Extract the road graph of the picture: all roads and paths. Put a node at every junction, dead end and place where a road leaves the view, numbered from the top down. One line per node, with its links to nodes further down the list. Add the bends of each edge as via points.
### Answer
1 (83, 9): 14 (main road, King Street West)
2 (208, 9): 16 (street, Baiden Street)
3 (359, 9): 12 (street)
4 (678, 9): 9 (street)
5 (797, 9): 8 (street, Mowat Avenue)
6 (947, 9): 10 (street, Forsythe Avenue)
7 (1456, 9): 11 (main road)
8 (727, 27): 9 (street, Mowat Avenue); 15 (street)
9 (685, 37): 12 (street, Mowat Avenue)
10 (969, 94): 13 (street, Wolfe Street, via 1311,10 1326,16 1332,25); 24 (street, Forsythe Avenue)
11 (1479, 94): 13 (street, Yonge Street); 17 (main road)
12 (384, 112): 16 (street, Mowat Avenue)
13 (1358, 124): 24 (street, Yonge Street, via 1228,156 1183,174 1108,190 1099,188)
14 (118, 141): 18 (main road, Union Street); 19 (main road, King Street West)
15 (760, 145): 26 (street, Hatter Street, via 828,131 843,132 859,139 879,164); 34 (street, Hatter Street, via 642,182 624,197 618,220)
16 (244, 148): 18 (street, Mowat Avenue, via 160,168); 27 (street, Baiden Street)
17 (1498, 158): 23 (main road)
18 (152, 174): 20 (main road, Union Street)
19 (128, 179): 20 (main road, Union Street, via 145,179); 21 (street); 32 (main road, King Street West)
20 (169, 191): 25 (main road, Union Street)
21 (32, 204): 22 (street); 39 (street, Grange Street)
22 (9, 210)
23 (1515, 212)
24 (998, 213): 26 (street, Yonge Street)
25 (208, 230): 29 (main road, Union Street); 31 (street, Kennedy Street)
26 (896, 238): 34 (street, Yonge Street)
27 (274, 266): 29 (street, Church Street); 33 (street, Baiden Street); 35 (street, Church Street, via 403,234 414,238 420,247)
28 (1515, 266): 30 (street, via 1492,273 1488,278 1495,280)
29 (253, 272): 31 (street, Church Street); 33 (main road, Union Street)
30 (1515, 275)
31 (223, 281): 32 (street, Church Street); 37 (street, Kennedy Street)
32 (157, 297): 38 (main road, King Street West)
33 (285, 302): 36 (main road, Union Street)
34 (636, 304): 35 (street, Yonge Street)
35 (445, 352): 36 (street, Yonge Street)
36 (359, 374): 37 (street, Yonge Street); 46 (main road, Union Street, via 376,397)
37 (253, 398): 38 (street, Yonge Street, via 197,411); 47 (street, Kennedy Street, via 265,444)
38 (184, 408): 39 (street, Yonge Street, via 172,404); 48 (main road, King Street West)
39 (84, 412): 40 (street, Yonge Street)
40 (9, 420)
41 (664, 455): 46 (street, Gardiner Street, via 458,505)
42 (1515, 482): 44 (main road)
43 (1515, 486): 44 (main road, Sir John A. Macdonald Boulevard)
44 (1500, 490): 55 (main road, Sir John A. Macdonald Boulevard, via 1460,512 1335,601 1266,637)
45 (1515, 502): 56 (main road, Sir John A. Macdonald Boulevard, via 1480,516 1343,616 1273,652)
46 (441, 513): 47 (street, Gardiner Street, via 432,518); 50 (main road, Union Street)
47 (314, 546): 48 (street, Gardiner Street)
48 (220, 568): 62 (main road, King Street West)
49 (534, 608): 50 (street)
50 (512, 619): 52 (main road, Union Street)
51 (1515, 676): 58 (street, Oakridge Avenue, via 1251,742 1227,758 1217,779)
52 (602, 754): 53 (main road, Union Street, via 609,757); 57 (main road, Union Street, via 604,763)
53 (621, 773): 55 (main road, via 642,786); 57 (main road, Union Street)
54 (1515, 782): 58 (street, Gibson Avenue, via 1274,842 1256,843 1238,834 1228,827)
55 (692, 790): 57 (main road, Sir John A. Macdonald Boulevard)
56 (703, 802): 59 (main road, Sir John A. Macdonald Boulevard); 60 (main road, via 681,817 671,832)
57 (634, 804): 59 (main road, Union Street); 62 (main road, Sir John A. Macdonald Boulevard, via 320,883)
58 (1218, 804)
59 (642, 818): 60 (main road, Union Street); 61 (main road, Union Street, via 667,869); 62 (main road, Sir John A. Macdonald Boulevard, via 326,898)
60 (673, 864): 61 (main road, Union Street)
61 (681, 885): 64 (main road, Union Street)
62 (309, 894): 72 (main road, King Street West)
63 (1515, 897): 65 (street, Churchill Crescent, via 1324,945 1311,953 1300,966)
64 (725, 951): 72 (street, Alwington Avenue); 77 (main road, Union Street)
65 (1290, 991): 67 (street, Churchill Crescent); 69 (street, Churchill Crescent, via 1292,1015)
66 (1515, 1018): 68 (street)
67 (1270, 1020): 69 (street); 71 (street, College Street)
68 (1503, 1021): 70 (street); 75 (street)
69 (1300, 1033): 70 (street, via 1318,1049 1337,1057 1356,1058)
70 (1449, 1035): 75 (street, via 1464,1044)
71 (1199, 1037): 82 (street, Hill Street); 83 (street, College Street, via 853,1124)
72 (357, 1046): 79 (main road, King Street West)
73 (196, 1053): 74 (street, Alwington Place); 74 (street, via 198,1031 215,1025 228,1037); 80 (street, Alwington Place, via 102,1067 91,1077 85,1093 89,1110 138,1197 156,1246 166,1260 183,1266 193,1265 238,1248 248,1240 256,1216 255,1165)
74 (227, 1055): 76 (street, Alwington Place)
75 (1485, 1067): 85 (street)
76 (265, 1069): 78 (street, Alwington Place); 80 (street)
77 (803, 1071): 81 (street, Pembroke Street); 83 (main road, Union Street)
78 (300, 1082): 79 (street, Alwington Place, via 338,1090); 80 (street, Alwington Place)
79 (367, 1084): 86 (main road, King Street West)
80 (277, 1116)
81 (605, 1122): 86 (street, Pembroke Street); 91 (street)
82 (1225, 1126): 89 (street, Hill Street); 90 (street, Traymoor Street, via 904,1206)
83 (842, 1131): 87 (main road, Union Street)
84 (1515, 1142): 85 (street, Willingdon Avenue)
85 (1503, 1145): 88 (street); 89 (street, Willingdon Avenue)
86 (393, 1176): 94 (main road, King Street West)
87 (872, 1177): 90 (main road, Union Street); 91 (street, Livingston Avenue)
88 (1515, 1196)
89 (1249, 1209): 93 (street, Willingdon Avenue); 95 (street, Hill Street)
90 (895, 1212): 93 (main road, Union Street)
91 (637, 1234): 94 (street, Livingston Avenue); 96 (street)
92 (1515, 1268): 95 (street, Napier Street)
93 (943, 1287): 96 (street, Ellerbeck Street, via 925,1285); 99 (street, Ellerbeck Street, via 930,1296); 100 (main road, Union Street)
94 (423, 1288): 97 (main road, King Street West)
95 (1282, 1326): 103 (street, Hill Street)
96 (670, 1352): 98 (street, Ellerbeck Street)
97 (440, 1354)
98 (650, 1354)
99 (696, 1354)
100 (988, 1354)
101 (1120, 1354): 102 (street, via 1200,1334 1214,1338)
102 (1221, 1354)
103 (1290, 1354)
:::
Each line in the data that holds the string "John" must be returned.

43 (1515, 486): 44 (main road, Sir John A. Macdonald Boulevard)
44 (1500, 490): 55 (main road, Sir John A. Macdonald Boulevard, via 1460,512 1335,601 1266,637)
45 (1515, 502): 56 (main road, Sir John A. Macdonald Boulevard, via 1480,516 1343,616 1273,652)
55 (692, 790): 57 (main road, Sir John A. Macdonald Boulevard)
56 (703, 802): 59 (main road, Sir John A. Macdonald Boulevard); 60 (main road, via 681,817 671,832)
57 (634, 804): 59 (main road, Union Street); 62 (main road, Sir John A. Macdonald Boulevard, via 320,883)
59 (642, 818): 60 (main road, Union Street); 61 (main road, Union Street, via 667,869); 62 (main road, Sir John A. Macdonald Boulevard, via 326,898)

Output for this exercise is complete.